Gemeinde (Japan)

Gemeinde (Japan)

In Japan gibt es heute vier Arten von Gemeinden, die als selbstverwaltete Gebietskörperschaften unterhalb der Präfekturebene stehen. Japan ist eigentlich flächendeckend in Präfekturen und Gemeinden unterteilt, es sollte folglich keine gemeindefreien Gebiete geben; jedoch ist die Gemeindezugehörigkeit einiger Gebiete, besonders abgelegene Inseln und Neulandgebiete, umstritten.

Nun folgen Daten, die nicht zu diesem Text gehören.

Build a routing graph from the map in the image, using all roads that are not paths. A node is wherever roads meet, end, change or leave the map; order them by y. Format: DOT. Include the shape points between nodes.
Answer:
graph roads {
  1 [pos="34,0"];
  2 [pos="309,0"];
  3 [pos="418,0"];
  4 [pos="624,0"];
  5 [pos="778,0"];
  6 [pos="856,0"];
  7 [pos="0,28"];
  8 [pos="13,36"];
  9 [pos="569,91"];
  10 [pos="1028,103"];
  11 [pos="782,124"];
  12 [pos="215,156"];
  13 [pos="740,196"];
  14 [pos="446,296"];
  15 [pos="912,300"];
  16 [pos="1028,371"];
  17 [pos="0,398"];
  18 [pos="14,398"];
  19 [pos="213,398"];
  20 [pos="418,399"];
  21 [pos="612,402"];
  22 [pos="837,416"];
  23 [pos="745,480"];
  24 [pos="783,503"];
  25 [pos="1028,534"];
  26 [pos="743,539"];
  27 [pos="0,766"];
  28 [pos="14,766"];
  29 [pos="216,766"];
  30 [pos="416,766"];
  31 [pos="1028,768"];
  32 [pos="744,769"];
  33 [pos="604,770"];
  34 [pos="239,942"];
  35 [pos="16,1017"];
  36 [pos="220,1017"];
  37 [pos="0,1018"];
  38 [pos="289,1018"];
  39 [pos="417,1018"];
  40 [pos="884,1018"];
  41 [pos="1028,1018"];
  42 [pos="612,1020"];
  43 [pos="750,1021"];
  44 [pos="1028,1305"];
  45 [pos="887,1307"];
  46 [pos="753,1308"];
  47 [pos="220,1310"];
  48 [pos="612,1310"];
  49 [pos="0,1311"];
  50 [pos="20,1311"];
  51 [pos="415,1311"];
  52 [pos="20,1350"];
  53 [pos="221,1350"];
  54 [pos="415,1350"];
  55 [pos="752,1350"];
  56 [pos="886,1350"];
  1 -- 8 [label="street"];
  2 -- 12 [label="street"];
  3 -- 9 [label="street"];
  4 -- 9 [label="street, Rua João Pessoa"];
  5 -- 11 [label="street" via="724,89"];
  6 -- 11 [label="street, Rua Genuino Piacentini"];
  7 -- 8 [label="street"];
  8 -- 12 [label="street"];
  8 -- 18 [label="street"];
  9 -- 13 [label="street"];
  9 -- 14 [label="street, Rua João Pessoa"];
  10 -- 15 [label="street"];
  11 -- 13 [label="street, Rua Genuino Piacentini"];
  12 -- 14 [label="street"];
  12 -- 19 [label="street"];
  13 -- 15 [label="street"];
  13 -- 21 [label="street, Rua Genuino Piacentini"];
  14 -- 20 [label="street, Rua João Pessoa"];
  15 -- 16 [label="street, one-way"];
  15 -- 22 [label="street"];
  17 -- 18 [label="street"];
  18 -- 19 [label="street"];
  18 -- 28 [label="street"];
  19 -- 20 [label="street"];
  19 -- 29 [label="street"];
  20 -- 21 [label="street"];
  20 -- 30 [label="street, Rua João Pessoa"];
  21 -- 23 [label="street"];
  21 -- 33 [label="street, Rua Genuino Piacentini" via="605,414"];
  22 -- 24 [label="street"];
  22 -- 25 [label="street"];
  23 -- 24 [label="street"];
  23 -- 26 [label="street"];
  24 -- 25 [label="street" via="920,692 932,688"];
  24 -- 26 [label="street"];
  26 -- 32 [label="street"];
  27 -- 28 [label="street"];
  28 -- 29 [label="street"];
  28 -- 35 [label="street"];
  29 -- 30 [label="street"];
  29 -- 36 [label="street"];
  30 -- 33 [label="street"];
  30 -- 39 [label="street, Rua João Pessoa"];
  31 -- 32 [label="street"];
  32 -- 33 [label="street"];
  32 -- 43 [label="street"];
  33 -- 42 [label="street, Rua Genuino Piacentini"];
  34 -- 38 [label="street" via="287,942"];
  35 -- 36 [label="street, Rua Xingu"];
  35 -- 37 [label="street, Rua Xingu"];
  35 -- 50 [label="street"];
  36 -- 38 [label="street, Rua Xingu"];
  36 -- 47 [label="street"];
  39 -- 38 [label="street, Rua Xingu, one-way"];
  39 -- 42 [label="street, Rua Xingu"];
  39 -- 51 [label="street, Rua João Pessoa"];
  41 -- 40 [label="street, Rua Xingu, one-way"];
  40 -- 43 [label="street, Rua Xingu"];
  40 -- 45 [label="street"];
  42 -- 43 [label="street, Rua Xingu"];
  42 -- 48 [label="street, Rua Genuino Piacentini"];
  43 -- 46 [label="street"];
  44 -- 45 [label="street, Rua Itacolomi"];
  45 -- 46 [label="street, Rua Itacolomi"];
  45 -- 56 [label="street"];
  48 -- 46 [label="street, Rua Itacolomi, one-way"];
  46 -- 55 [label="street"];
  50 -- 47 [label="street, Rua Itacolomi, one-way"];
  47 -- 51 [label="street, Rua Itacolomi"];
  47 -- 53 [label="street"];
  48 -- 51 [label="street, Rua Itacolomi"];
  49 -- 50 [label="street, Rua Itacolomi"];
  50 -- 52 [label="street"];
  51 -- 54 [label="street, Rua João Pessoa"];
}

Die vier Arten von Gemeinden sind:

  • Shi () , (kreisfreie) Städte, von denen die größten als seirei shitei toshi (etwa „regierungsdesignierte Großstädte“) sonst den Präfekturen zustehende Verwaltungsaufgaben übernehmen und in Stadtbezirke (ku) gegliedert sind, weitere größere Städte werden absteigend nach Verwaltungskompetenz als „Kernstädte“ (chūkaku-shi) und „Sonderstädte“ (tokurei-shi) klassifiziert,
  • Machi (, sinojapanische Lesung chō), (kreisangehörige) Städte, wobei die Landkreise, Gun, im Wesentlichen nur noch als geographische Bezeichnung existieren,
  • Mura (, sinojapanisch son), (kreisangehörige) Dörfer und
  • [Tokubetsu-]Ku ([特別]区), „[Sonder-]Bezirke“, die bisher nur in Tokio existieren.

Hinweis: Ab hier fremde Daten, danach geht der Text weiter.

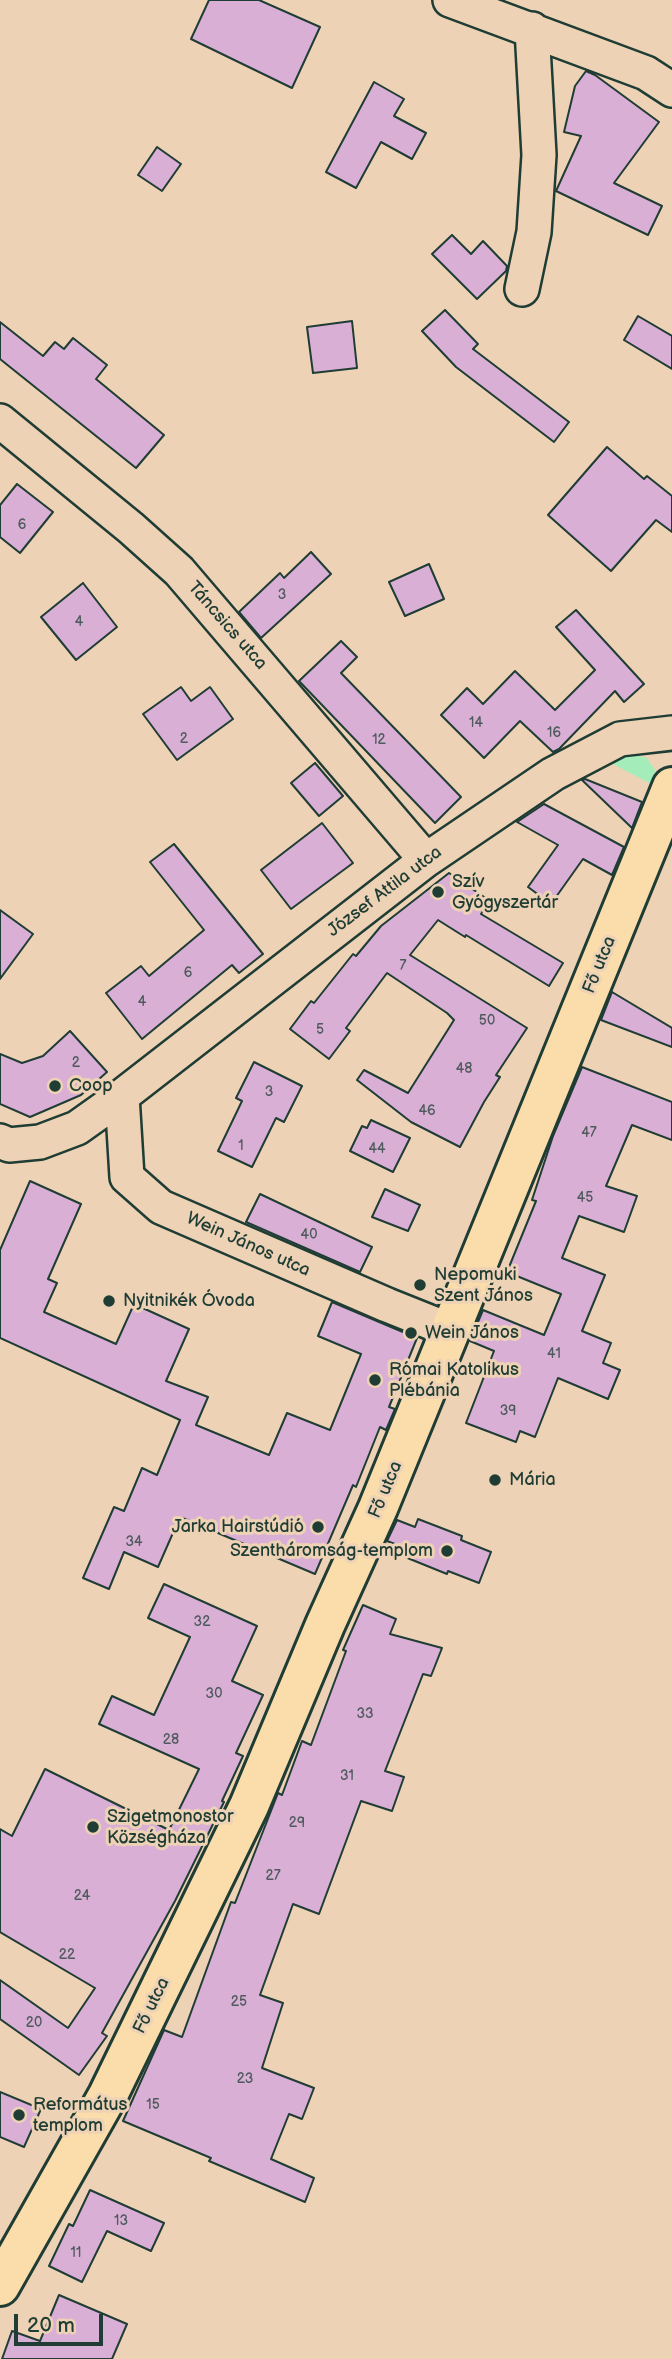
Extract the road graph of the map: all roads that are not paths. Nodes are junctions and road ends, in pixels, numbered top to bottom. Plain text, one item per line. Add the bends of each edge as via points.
1 (450, 0) edge
2 (532, 29) junction
3 (672, 90) edge
4 (522, 289) dead end
5 (0, 421) edge
6 (672, 733) edge
7 (672, 787) edge
8 (426, 860) junction
9 (122, 1096) junction
10 (0, 1142) edge
11 (452, 1331) junction
12 (0, 2286) edge

1 - 2 street
2 - 3 street via 646,72
2 - 4 street via 539,155 534,232
5 - 8 street, Táncsics utca via 179,571
6 - 8 street, József Attila utca via 620,739 553,774
7 - 11 main road, Fő utca
8 - 9 street, József Attila utca
9 - 10 street, József Attila utca via 77,1128 40,1142
9 - 11 street, Wein János utca via 127,1177 161,1207
11 - 12 main road, Fő utca via 249,1806 108,2095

Zusammen werden sie in Zusammenziehung der vier Worte als shi-ku-chō-son, außerhalb eines Tokioter Kontexts auch als shi-chō-son bezeichnet. In der Präfektur Tokio wird besonders in offiziellen Zusammenhängen auch die Bezeichnung ku-shi-chō-son verwendet, da die Bezirke dort die größten Gemeinden sind.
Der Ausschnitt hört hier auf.